WHAT YOU ARE ASKED TO DO:
For each line below that contains the word "Iskola", return that line.

^^^^

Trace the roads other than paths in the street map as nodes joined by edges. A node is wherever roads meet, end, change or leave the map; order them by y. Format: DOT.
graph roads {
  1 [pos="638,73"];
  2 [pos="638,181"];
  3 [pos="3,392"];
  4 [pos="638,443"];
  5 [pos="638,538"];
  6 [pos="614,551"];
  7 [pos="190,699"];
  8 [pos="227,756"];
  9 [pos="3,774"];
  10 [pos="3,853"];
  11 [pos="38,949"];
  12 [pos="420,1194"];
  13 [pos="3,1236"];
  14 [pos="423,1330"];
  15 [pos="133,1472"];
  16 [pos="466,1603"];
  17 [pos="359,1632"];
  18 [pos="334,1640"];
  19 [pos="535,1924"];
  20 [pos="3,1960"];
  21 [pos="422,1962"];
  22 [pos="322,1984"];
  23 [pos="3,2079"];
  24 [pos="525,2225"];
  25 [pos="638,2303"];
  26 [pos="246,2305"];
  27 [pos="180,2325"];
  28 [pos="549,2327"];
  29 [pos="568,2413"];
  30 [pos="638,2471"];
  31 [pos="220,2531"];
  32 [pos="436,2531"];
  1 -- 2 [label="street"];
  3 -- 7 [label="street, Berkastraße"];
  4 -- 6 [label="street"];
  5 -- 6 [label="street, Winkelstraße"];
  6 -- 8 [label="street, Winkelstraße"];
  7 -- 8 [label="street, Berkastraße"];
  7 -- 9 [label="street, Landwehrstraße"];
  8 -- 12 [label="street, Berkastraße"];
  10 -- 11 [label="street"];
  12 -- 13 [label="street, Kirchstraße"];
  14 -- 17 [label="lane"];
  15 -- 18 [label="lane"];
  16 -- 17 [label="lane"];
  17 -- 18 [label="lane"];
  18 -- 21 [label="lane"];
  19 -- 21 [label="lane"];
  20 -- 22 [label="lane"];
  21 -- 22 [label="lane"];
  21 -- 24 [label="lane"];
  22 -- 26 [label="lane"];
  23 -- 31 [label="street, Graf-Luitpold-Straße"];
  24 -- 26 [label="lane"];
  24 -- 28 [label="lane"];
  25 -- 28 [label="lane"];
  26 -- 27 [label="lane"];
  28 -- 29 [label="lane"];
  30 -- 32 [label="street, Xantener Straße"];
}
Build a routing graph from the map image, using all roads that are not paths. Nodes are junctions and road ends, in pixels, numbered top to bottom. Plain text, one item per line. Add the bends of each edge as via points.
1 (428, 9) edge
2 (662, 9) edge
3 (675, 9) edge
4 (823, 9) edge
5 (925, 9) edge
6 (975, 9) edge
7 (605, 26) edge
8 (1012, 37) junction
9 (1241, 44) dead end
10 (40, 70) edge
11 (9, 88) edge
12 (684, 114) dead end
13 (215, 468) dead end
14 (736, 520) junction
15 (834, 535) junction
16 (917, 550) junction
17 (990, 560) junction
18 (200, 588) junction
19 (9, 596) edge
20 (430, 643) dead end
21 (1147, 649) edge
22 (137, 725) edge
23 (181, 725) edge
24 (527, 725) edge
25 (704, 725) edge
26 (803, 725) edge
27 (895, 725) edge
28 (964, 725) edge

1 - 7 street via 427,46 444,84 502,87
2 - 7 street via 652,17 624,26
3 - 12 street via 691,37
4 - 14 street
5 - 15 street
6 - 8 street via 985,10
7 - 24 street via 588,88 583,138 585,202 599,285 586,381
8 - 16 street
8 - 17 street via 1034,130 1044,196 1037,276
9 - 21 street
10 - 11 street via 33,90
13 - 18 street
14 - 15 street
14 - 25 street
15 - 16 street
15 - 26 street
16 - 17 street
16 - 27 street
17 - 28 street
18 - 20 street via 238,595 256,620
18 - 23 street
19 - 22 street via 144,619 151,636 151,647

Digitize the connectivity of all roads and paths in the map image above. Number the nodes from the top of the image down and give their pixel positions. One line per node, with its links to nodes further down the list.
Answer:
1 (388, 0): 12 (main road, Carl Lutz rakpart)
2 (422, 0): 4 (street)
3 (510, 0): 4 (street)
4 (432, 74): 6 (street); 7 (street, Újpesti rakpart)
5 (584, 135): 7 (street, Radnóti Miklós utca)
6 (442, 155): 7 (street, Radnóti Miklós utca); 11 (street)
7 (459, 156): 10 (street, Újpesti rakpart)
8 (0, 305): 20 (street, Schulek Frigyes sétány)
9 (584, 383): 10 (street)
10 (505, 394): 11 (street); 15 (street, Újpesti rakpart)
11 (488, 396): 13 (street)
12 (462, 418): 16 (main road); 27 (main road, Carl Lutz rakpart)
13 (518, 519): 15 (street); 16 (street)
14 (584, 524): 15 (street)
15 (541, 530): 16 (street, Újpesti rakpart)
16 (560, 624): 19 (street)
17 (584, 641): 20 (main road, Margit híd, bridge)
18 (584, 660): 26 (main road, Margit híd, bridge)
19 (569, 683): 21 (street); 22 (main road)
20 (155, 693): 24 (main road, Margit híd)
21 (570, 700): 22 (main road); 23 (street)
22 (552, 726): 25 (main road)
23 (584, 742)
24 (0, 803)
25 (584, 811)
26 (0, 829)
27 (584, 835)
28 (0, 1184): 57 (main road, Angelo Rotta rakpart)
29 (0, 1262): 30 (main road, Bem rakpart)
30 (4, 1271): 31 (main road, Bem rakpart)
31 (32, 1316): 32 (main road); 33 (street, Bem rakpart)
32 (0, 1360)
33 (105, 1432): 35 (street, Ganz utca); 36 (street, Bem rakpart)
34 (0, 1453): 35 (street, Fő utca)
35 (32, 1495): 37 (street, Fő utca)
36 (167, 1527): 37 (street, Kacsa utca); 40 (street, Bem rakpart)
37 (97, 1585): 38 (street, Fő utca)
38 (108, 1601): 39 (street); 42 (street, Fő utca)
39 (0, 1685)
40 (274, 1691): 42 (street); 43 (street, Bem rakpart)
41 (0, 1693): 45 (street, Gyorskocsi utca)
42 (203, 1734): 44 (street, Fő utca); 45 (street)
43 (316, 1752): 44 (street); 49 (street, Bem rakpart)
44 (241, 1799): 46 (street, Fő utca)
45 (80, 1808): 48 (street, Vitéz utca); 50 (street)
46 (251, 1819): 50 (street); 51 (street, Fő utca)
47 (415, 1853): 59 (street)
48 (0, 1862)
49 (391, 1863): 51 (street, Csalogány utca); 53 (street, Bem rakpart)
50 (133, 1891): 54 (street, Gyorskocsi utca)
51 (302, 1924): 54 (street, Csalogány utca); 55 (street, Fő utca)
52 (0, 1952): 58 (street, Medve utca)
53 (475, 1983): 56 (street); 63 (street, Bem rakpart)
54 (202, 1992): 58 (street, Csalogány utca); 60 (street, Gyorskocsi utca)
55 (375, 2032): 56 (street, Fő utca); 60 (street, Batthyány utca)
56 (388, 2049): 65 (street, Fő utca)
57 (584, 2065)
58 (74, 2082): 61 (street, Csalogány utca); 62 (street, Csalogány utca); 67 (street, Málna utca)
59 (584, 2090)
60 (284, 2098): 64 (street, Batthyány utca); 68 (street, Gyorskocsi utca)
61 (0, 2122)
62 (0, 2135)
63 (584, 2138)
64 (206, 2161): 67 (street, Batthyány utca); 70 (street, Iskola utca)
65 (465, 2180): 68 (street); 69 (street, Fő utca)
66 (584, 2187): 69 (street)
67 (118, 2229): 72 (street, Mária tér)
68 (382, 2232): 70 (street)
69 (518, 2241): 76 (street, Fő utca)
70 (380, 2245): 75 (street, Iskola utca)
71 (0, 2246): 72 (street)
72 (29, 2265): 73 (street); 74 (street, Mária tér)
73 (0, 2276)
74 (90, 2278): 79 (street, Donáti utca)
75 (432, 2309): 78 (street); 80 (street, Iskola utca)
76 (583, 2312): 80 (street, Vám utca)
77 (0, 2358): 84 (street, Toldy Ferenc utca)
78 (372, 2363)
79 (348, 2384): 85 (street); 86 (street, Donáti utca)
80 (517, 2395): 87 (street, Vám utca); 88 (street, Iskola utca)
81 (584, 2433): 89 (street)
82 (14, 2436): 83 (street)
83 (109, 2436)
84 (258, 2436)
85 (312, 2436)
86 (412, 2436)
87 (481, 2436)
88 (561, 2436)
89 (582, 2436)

^^^^

SOLUTION TO THIS EXERCISE:
64 (206, 2161): 67 (street, Batthyány utca); 70 (street, Iskola utca)
70 (380, 2245): 75 (street, Iskola utca)
75 (432, 2309): 78 (street); 80 (street, Iskola utca)
80 (517, 2395): 87 (street, Vám utca); 88 (street, Iskola utca)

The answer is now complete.